Ten years ago, psychologist Adrian White compiled a global index of national happiness, based largely on the how the people living in 178 nations rated their satisfaction with life. Sneaking in at no. 8 on that list was the little country of Bhutan, a nation of a couple million people nestled against the Himalayan Mountains between China and India. Naina, a native of Bhutan, can remember a time when he counted himself among those remarkably happy people.

Bhutan is renowned for its natural beauty, and Naina can still picture the natural wonders that surrounded his home—the lush jungles, the brilliant green terraced rice fields, the soft pink peach and mango blossoms and the fiery golden marigolds that lined the streets during the 15-day celebration of Dashain—the traditional Nepalese festival of reunions and gift-giving that commemorates the victory of good over evil. Naina also remembers the simple joy of plowing fields with his oxen, working alongside neighbors at harvest, adorning the foreheads of his younger relatives with brightly colored rice to wish blessings of health and longevity.
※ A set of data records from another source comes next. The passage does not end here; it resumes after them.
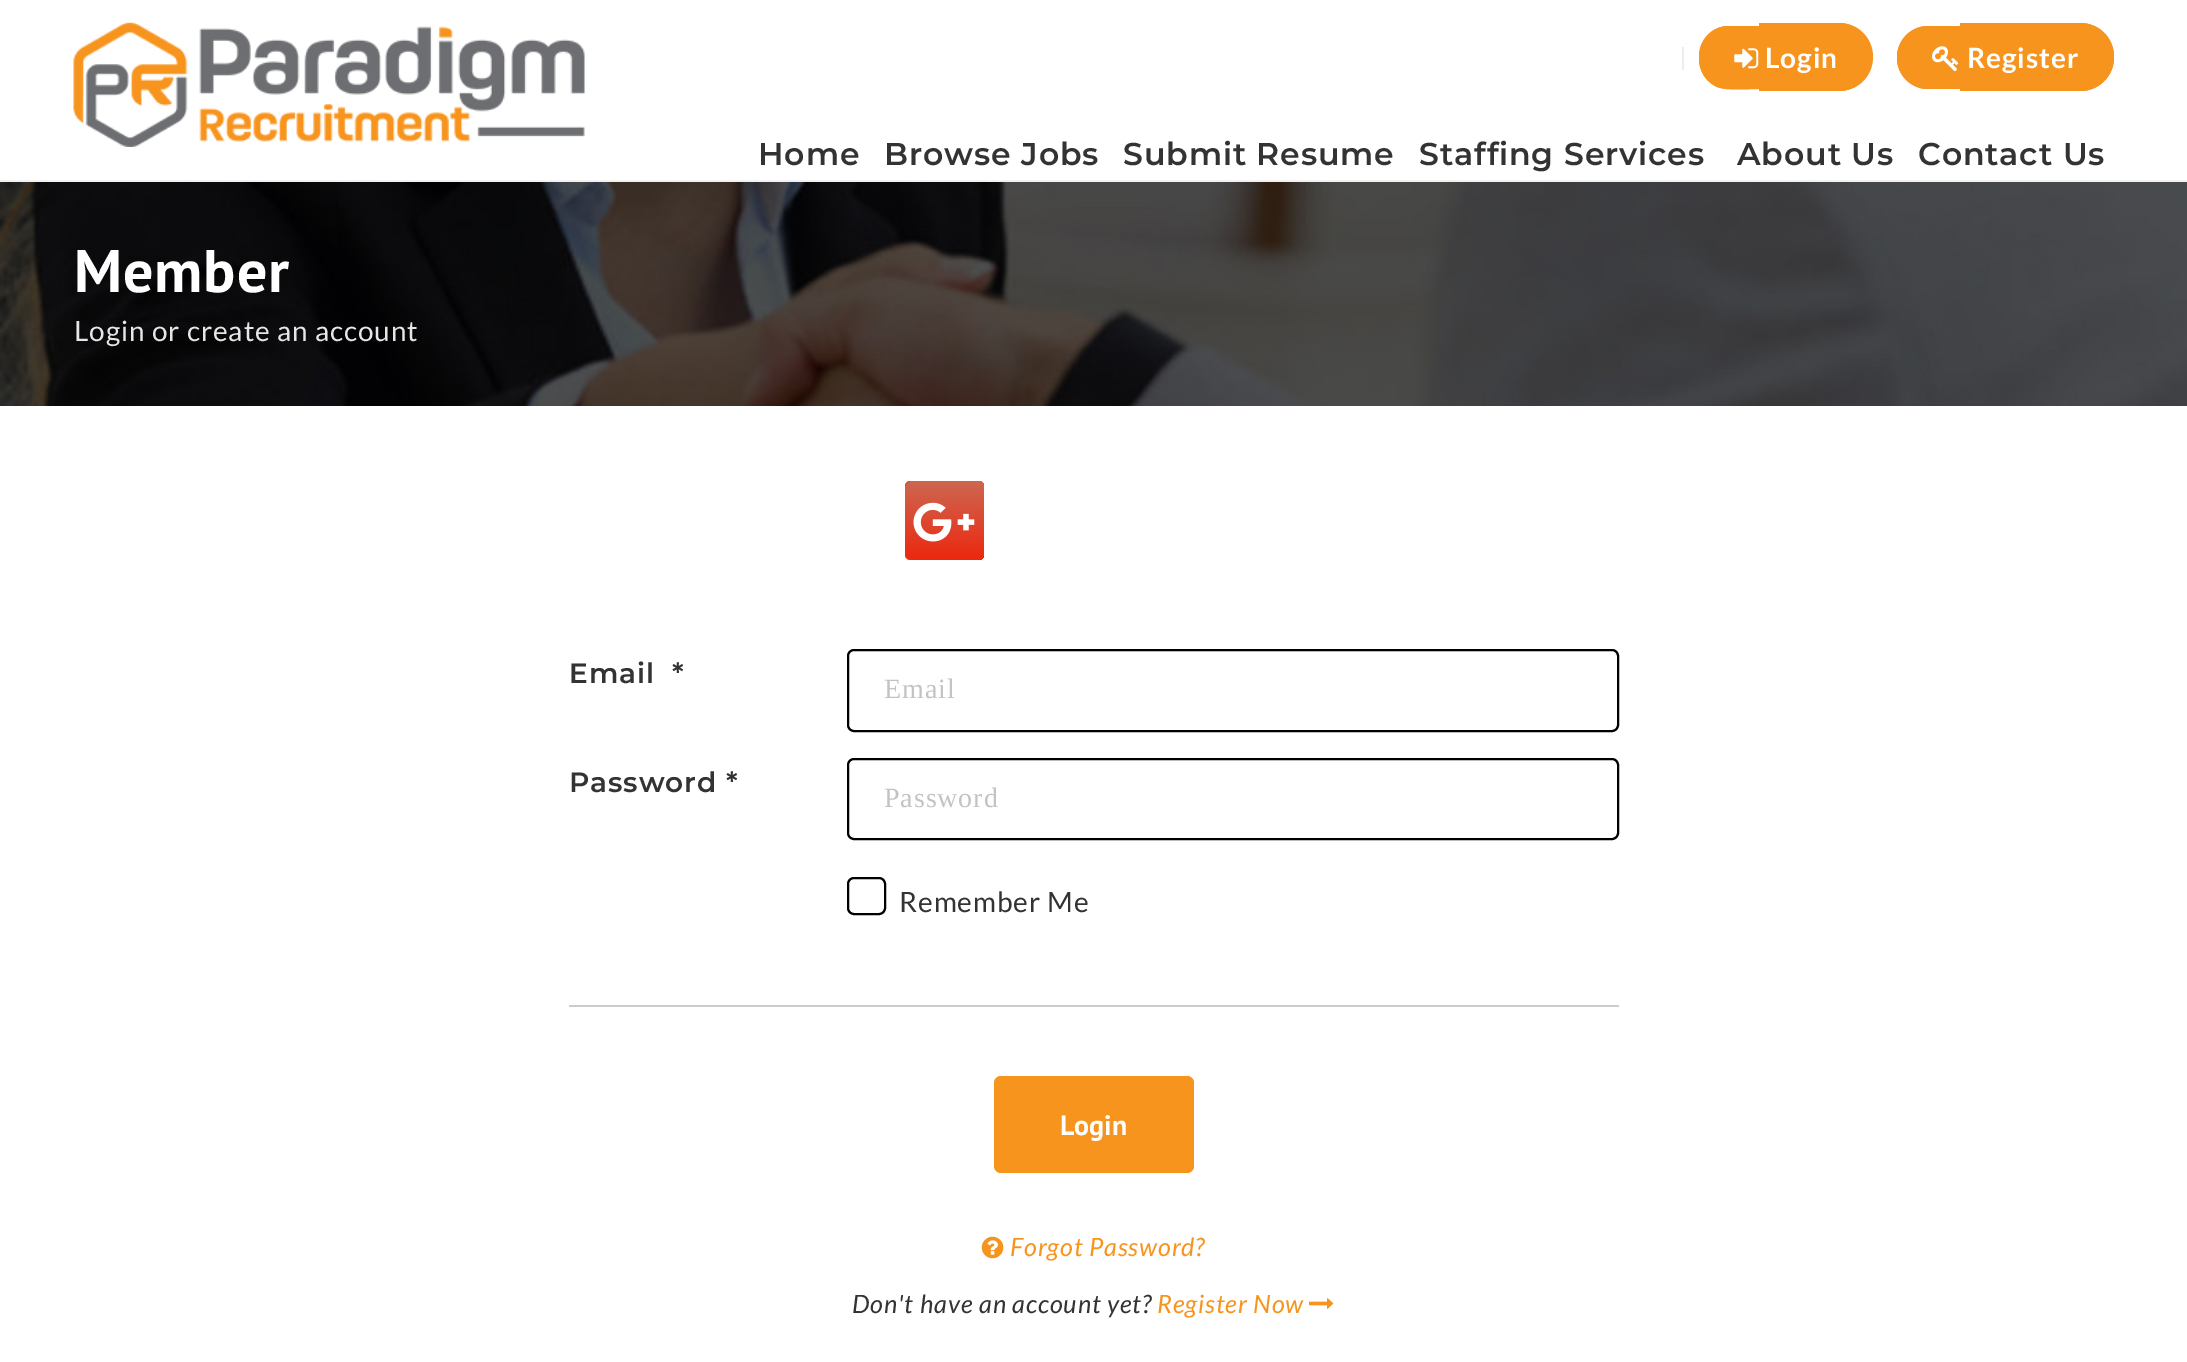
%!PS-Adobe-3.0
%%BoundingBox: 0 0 2187 1362
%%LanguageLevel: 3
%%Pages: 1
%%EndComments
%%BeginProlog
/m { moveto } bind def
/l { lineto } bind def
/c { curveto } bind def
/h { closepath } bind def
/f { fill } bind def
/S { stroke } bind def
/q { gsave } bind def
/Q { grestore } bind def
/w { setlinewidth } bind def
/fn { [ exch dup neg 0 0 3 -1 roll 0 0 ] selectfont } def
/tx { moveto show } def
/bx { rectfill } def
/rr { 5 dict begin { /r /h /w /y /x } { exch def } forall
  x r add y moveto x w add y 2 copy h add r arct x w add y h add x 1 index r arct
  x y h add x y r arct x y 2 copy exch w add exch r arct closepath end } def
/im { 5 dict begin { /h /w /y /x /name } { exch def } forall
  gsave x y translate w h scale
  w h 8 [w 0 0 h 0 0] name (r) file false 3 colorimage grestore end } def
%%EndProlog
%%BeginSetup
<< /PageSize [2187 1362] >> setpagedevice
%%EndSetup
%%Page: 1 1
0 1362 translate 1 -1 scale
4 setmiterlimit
1 setgray
0 0 2187 1362 bx
0.922 0.933 0.937 setrgbcolor
1682 47 2 23 bx
0.969 0.58 0.118 setrgbcolor
1729 26 m 1759 26 l 1759 89 l 1729 89 l 1712.5 89 1699 75.5 1699 59 c 1699 56 l 1699 39.5 1712.5 26 1729 26 c h f
1729 26 m 1759 26 l 1759 89 l 1748 89 1727 91 1717 87 c 1688 74 1696 26 1729 26 c h 1729 30 m 1759 30 l 1759 86 l 1739 86 l 1732 86 1725 86 1719 84 c 1693 73 1700 30 1729 30 c h eofill
1759 23 m 1839 23 l 1858 23 1873 38 1873 57 c 1873 76 1858 91 1839 91 c 1759 91 l h f
1759 23 m 1838 23 l 1857 23 1872 38 1872 57 c 1872 76 1857 91 1838 91 c 1759 91 l h 1759 26 m 1838 26 l 1855 26 1869 40 1869 57 c 1869 74 1855 88 1838 88 c 1759 88 l h eofill
(image0.raw) 1734 48 25 21 im
/Lato-Bold 28 fn
1 setgray
1765 68 m 0.9 0 (Login) ashow
0.969 0.58 0.118 setrgbcolor
1928.5 26 m 1960 26 l 1960 89 l 1928.5 89 l 1911 89 1897 75 1897 57.5 c 1897 40 1911 26 1928.5 26 c h f
1928 26 m 1960 26 l 1960 89 l 1928 89 l 1911 89 1897 75 1897 58 c 1897 40 1911 26 1928 26 c h 1928 30 m 1960 30 l 1960 86 l 1928 86 l 1913 86 1900 73 1900 58 c 1900 42 1913 30 1928 30 c h eofill
1960 23 m 2080 23 l 2099 23 2114 38 2114 57 c 2114 76 2099 91 2080 91 c 1960 91 l h f
1960 23 m 2080 23 l 2099 23 2114 38 2114 57 c 2114 76 2099 91 2080 91 c 1960 91 l h 1960 26 m 2080 26 l 2097 26 2110 40 2110 57 c 2110 74 2097 88 2080 88 c 1960 88 l h eofill
(image1.raw) 1932 46 27 26 im
1 setgray
1967 68 m 0.9 0 (Register) ashow
0.949 setgray
0 180 2187 2 bx
(image2.raw) 73 22 512 125 im
/Montserrat-SemiBold 31.5 fn
0.2 setgray
758 165 m 0.9 0 (Home) ashow
884 165 m 0.9 0 (Browse Jobs) ashow
1123 165 m 0.9 0 (Submit Resume) ashow
1419 165 m 0.9 0 (Staffing Services) ashow
1737 165 m 0.9 0 (About Us) ashow
1918 165 m 0.9 0 (Contact Us) ashow
(image3.raw) 0 182 2187 224 im
/PTSans-Bold 60 fn
1 setgray
74 292 m 0.9 0 (Member) ashow
/Lato-Regular 28 fn
0.902 setgray
74 341 m 0.9 0 (Login or create an account) ashow
0.8 0.239 0.176 setrgbcolor
905 481 79 79 5 rr f
q
905 481 79 79 5 rr clip newpath
q 914 481 m 979 481 l 982 481 984 483 984 486 c 984 555 l 984 558 982 560 979 560 c 914 560 l 909 560 905 556 905 551 c 905 490 l 905 485 909 481 914 481 c h clip newpath
<< /ShadingType 2 /ColorSpace /DeviceRGB /Coords [944 481 944 560] /Extend [true true] /Function << /FunctionType 2 /Domain [0 1] /C0 [0.804 0.404 0.318] /C1 [0.925 0.153 0.059] /N 1 >> >> shfill Q
Q
(image4.raw) 913 502 62 40 im
/Montserrat-SemiBold 28 fn
0.2 setgray
569 683 m 0.9 0 (Email) ashow
672 683 m 0.9 0 (*) ashow
0 setgray
2 w
848 650 770 81 6 rr S
/LiberationSerif-Regular 28 fn
0.765 setgray
884 698 m 0.9 0 (Email) ashow
/Montserrat-SemiBold 28 fn
0.2 setgray
569 792 m 0.9 0 (Password *) ashow
0 setgray
848 759 770 80 6 rr S
/LiberationSerif-Regular 28 fn
0.765 setgray
884 807 m 0.9 0 (Password) ashow
0 setgray
848 878 37 36 6 rr S
/Lato-Regular 28 fn
0.2 setgray
899 912 m 0.9 0 (Remember Me) ashow
0.8 setgray
569 1005 1050 2 bx
0.969 0.58 0.118 setrgbcolor
994 1076 200 97 7 rr f
/PTSans-Bold 28 fn
1 setgray
(Login) 1060 1135 tx
(image5.raw) 981 1236 23 23 im
/Lato-Italic 25.25 fn
0.969 0.58 0.118 setrgbcolor
1010 1256 m 0.9 0 (Forgot Password?) ashow
0.2 setgray
852 1313 m 0.9 0 (Don't have an account yet?) ashow
0.969 0.58 0.118 setrgbcolor
1157 1313 m 0.9 0 (Register Now) ashow
(image6.raw) 1309 1298 25 11 im
showpage
%%EOF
But all that disappeared more than 30 years ago, when the government of Bhutan decided that the key to its happiness lay in privileging traditional Bhutanese culture. Naina, like tens of thousands of Bhutanese residents who traced their lineage to nearby Nepal, suddenly found their language, culture, religion—even their dress—outlawed. Many of the Nepalese people were pushed out of the country altogether, forced into crowded camps in India and Nepal. Three years ago, Naina and several members of his family eventually made their way to the United States as refugees.

Naina, now 60, is starting over. He’s learning English and the customs and culture of a new country. He is happier here than he was in the refugee camps, but when he wants to imagine true happiness, he must think of a home where he is no longer welcome.